Pangilinan, who delivered the keynote address, challenged the HR leaders to be catalysts in reshaping culture in their respective organizations. “We need a culture that allows reasonable opportunity for our employees to make mistakes and take risks, and that culture is built by ensuring that we have the right people, starting from the top.”

For his part, FPLA Board of Trustees president, Ricky P. Vargas stressed that, “Organizations of today and of the future must put employees at the center of the thinking process and design the experience that will enable them to unleash their full potential at work.” 

“The discussions and experiences within those three days at the HR Congress magnified how personalization, greater flexibility and effortless experience have fast become the emerging themes on employee experience,” he stressed.

The three-day congress was packed with content and a diverse plethora of experiences, including a colorful extravaganza of higantes and native dances, which greeted participants as they entered the halls of the academy. 

FPLA’s general manager and HR Council’s chairperson Roy Agustin Evalle pointed out, “In the same way as we are challenging our HR leaders to provide awesome employee experience, we want the HR Congress to be our way of letting them feel they are valued.”

The congress exhorted HR leaders to look into the changing and dynamic role that HR plays in an organization. 

The HR Congress also featured Gartner’s director for advisory services Sumit Malhotra, Peak Learning CEO Dr. Paul Stoltz, Starbucks Japan’s former CEO Mercy Corrales, GE’s Crotonville regional learning and development leader for ASEAN Luz Mercurio, and LinkedIn regional sales manager for talent solutions Atul Harkisanka, who shared their experiences and practices.

HR and transformation leaders went through several experiential activities that gave them that employee experience as they took a glimpse of the exciting future of work at Voyager Innovations.
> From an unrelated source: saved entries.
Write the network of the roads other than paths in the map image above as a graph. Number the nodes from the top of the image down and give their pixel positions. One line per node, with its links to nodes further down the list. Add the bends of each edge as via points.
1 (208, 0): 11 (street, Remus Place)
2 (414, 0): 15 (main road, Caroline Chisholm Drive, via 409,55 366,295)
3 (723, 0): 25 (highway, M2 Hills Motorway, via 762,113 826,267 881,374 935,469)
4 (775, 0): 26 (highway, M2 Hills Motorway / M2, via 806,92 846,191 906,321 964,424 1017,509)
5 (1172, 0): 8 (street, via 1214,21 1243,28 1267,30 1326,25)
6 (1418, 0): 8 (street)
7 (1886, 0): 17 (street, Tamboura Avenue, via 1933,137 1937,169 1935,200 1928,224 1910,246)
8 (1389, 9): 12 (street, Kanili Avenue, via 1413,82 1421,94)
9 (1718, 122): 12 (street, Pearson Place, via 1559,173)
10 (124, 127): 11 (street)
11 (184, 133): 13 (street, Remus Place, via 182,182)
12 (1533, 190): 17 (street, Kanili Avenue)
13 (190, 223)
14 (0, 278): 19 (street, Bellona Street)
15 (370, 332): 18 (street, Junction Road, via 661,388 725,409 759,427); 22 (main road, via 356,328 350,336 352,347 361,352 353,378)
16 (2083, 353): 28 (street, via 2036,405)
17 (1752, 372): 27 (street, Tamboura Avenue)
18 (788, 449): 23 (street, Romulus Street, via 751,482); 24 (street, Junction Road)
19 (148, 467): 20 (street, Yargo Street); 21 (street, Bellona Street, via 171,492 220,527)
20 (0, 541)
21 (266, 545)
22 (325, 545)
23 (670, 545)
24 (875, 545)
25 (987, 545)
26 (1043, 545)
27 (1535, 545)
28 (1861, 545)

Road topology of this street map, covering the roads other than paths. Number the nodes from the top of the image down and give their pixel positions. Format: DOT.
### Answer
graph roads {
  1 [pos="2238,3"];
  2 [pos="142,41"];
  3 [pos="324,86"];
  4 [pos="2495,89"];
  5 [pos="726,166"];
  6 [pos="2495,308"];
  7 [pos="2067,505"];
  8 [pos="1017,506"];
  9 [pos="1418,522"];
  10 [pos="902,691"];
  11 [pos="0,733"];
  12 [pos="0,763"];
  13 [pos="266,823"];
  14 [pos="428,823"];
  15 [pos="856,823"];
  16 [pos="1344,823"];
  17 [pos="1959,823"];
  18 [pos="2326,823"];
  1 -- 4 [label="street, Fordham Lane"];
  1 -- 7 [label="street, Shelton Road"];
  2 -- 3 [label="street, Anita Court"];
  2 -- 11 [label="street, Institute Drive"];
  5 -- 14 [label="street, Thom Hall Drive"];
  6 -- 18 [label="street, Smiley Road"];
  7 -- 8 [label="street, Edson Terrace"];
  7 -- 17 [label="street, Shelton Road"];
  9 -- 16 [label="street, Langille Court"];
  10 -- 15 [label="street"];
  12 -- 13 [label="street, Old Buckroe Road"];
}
They also analyzed the thought-provoking curated artworks at Pinto Gallery, and watched the premiere of a socio-cultural enriching Filipino movie masterpiece.

The academy has committed to consistently provide the right kind of enhancements and improvements in processes, technology, space and culture — complemented with the right blend of leadership — to help bring employee experience to life in the First Pacific group.

 

 

 

 

Gifted

On the way home from Finland on board Turkish Airlines, I watched Gifted starring Chris Evans of Captain America fame, and found the muscled Captain America in a role that could reduce mankind’s strongest muscles (their hearts, what else) into jelly.

In Gifted, Evans plays the role of a single, blue-collar worker in a battle for the custody of his niece Mary, who is orphaned of her mother. Mary happens to be a genius.

Without revealing who gets Mary (ingeniously portrayed by Mckenna Grace) in the end — Frank (played by Evans) or his mother Evelyn (Mary’s grandmother, played by Lindsay Duncan)  ­— let me just say that the movie brings to the fore what parents should reasonably expect of their children.

How does one find a balance between being a tiger mom and a kitten mom and still have kids who are not just achievers but happy achievers? How does one raise a genius and ensure that he/she doesn’t grow up a nerd, or worse, grow up breaking under the pressure of great expectations?

I grew up having palpitations on the day I was to receive my report card, but felt it was all worth it with the pride and joy I would see in my parents Frank and Sonia’s eyes whenever I went up the stage to receive a medal.

My sister Geraldine, who was to graduate magna cum laude from college, would often recall how she would look enviously at our youngest sister Valerie on exam week, sleeping soundly, while she would be burning the midnight oil studying. Both sisters are successful now. Geraldine is a psychiatrist practicing in Philadelphia while Valerie runs a string of gasoline stations and her own pastry business, Valerie’s Kitchen. I think one sister had more fun in college, don’t you think?

Gifted gives viewers an insight on where and how to tip the scales towards raising a child that is basically happy even if she changes the world with rocket science.

As one line in the movie goes, “Even Einstein knew how to ride a bike.”

In Gifted, Evans as Frank remains just as much a superhero as Captain America.